Extracted material
Segment Open

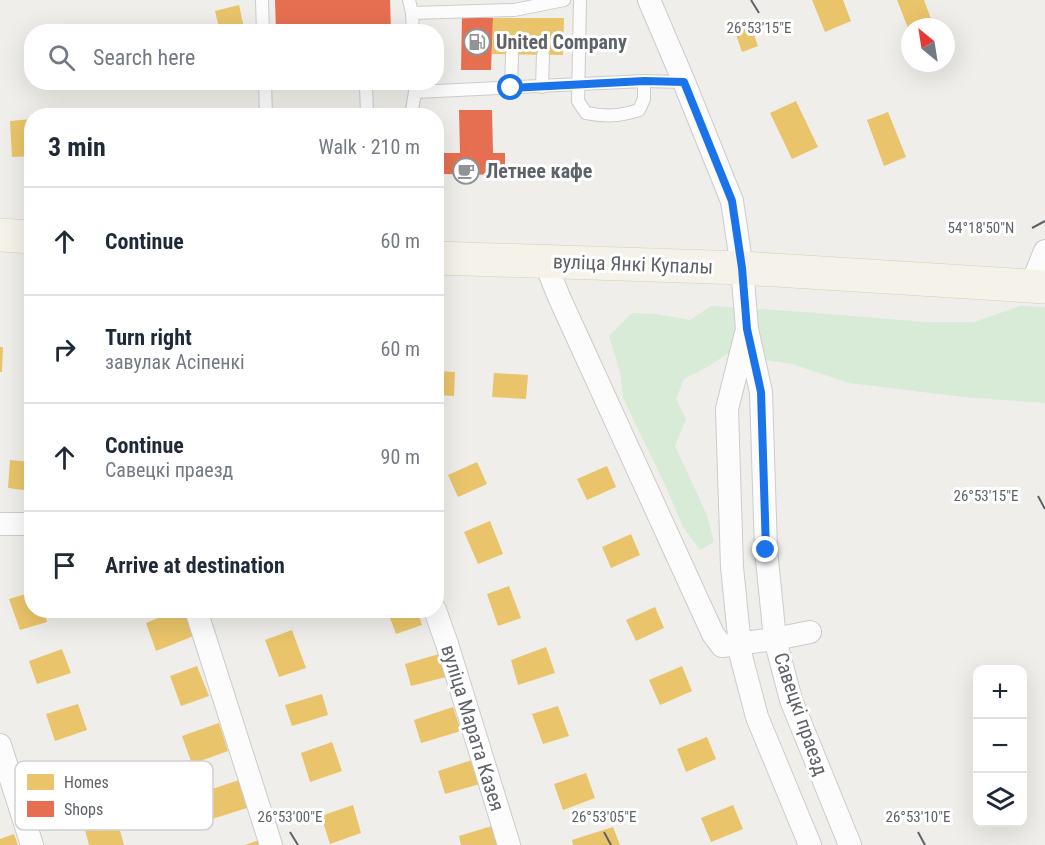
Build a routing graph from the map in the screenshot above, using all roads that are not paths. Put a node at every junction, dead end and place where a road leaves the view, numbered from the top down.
1 (262, 0) edge
2 (409, 0) edge
3 (564, 0) edge
4 (580, 0) edge
5 (649, 0) edge
6 (544, 4) junction
7 (412, 13) junction
8 (544, 18) dead end
9 (263, 24) edge
10 (413, 24) edge
11 (513, 54) dead end
12 (543, 55) dead end
13 (644, 81) junction
14 (684, 82) junction
15 (577, 85) junction
16 (444, 87) edge
17 (542, 87) junction
18 (511, 88) junction
19 (265, 90) edge
20 (366, 90) edge
21 (415, 90) edge
22 (266, 108) edge
23 (367, 108) edge
24 (412, 108) edge
25 (0, 235) edge
26 (24, 236) edge
27 (1045, 251) edge
28 (444, 258) edge
29 (545, 262) junction
30 (742, 268) junction
31 (1038, 286) edge
32 (747, 329) junction
33 (0, 524) edge
34 (24, 524) edge
35 (199, 618) edge
36 (438, 618) edge
37 (810, 633) dead end
38 (775, 639) junction
39 (731, 645) junction
40 (0, 745) edge
41 (15, 792) edge
42 (27, 830) edge
43 (32, 845) edge
44 (271, 845) edge
45 (508, 845) edge
46 (810, 845) edge
47 (850, 845) edge

1 - 9 lane
2 - 7 lane
3 - 6 lane
4 - 15 lane
5 - 14 street, Савецкі праезд
6 - 7 lane
6 - 8 lane
7 - 10 lane
11 - 18 lane
12 - 17 lane
13 - 14 lane
13 - 15 lane
13 - 15 lane
14 - 30 street, Савецкі праезд
15 - 17 lane
16 - 18 lane
17 - 18 lane
19 - 22 lane
20 - 23 lane
21 - 24 lane
25 - 26 main road
27 - 31 street
28 - 29 main road, вуліца Янкі Купалы
29 - 30 main road, вуліца Янкі Купалы
29 - 39 street, Савецкі праезд
30 - 31 main road, вуліца Янкі Купалы
30 - 32 street, Савецкі праезд
32 - 38 street, Савецкі праезд
32 - 39 street, Савецкі праезд
33 - 34 street
35 - 44 street
36 - 45 street, вуліца Марата Казея
37 - 38 street
38 - 39 street
38 - 47 street, Савецкі праезд
39 - 46 street, Савецкі праезд
40 - 41 street
42 - 43 street

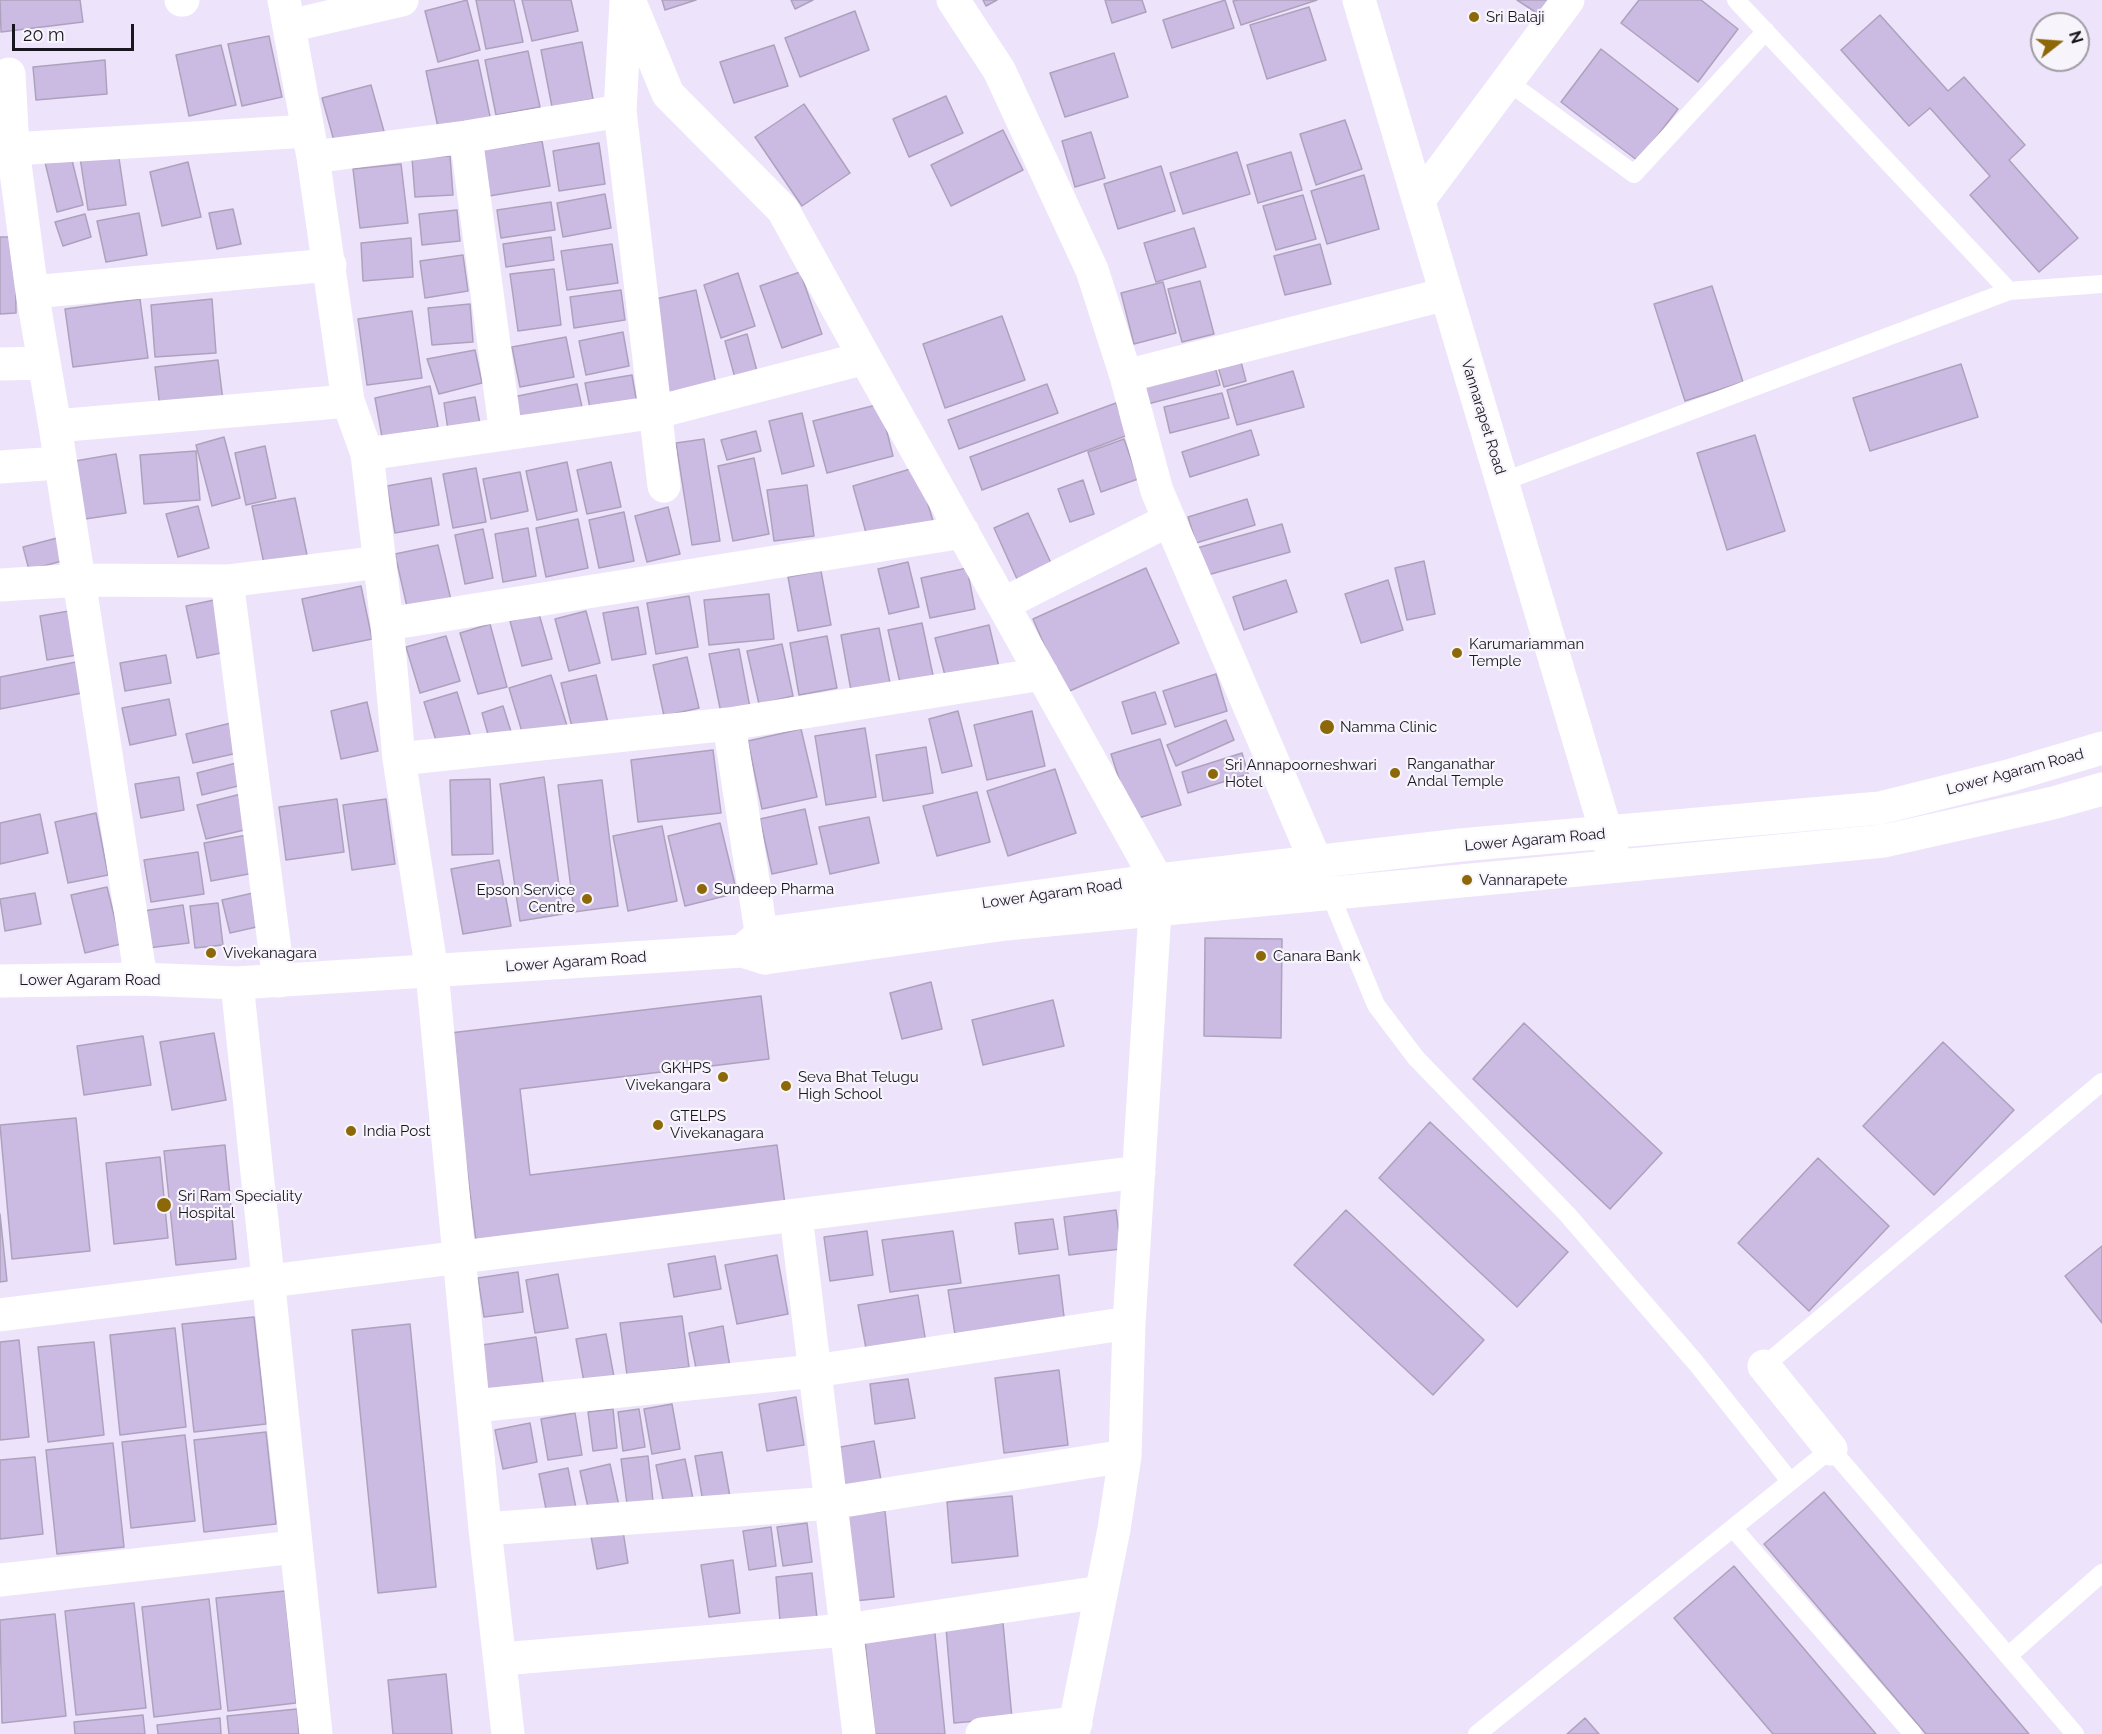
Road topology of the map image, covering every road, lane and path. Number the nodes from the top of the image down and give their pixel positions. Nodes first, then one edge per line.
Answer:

Segment Closed

Action item
Reproduce the data above exactly, leaving each picture out.

Written solution
Build a routing graph from the map in the screenshot above, using all roads that are not paths. Put a node at every junction, dead end and place where a road leaves the view, numbered from the top down.
1 (262, 0) edge
2 (409, 0) edge
3 (564, 0) edge
4 (580, 0) edge
5 (649, 0) edge
6 (544, 4) junction
7 (412, 13) junction
8 (544, 18) dead end
9 (263, 24) edge
10 (413, 24) edge
11 (513, 54) dead end
12 (543, 55) dead end
13 (644, 81) junction
14 (684, 82) junction
15 (577, 85) junction
16 (444, 87) edge
17 (542, 87) junction
18 (511, 88) junction
19 (265, 90) edge
20 (366, 90) edge
21 (415, 90) edge
22 (266, 108) edge
23 (367, 108) edge
24 (412, 108) edge
25 (0, 235) edge
26 (24, 236) edge
27 (1045, 251) edge
28 (444, 258) edge
29 (545, 262) junction
30 (742, 268) junction
31 (1038, 286) edge
32 (747, 329) junction
33 (0, 524) edge
34 (24, 524) edge
35 (199, 618) edge
36 (438, 618) edge
37 (810, 633) dead end
38 (775, 639) junction
39 (731, 645) junction
40 (0, 745) edge
41 (15, 792) edge
42 (27, 830) edge
43 (32, 845) edge
44 (271, 845) edge
45 (508, 845) edge
46 (810, 845) edge
47 (850, 845) edge

1 - 9 lane
2 - 7 lane
3 - 6 lane
4 - 15 lane
5 - 14 street, Савецкі праезд
6 - 7 lane
6 - 8 lane
7 - 10 lane
11 - 18 lane
12 - 17 lane
13 - 14 lane
13 - 15 lane
13 - 15 lane
14 - 30 street, Савецкі праезд
15 - 17 lane
16 - 18 lane
17 - 18 lane
19 - 22 lane
20 - 23 lane
21 - 24 lane
25 - 26 main road
27 - 31 street
28 - 29 main road, вуліца Янкі Купалы
29 - 30 main road, вуліца Янкі Купалы
29 - 39 street, Савецкі праезд
30 - 31 main road, вуліца Янкі Купалы
30 - 32 street, Савецкі праезд
32 - 38 street, Савецкі праезд
32 - 39 street, Савецкі праезд
33 - 34 street
35 - 44 street
36 - 45 street, вуліца Марата Казея
37 - 38 street
38 - 39 street
38 - 47 street, Савецкі праезд
39 - 46 street, Савецкі праезд
40 - 41 street
42 - 43 street

Road topology of the map image, covering every road, lane and path. Number the nodes from the top of the image down and give their pixel positions. Nodes first, then one edge per line.
Answer:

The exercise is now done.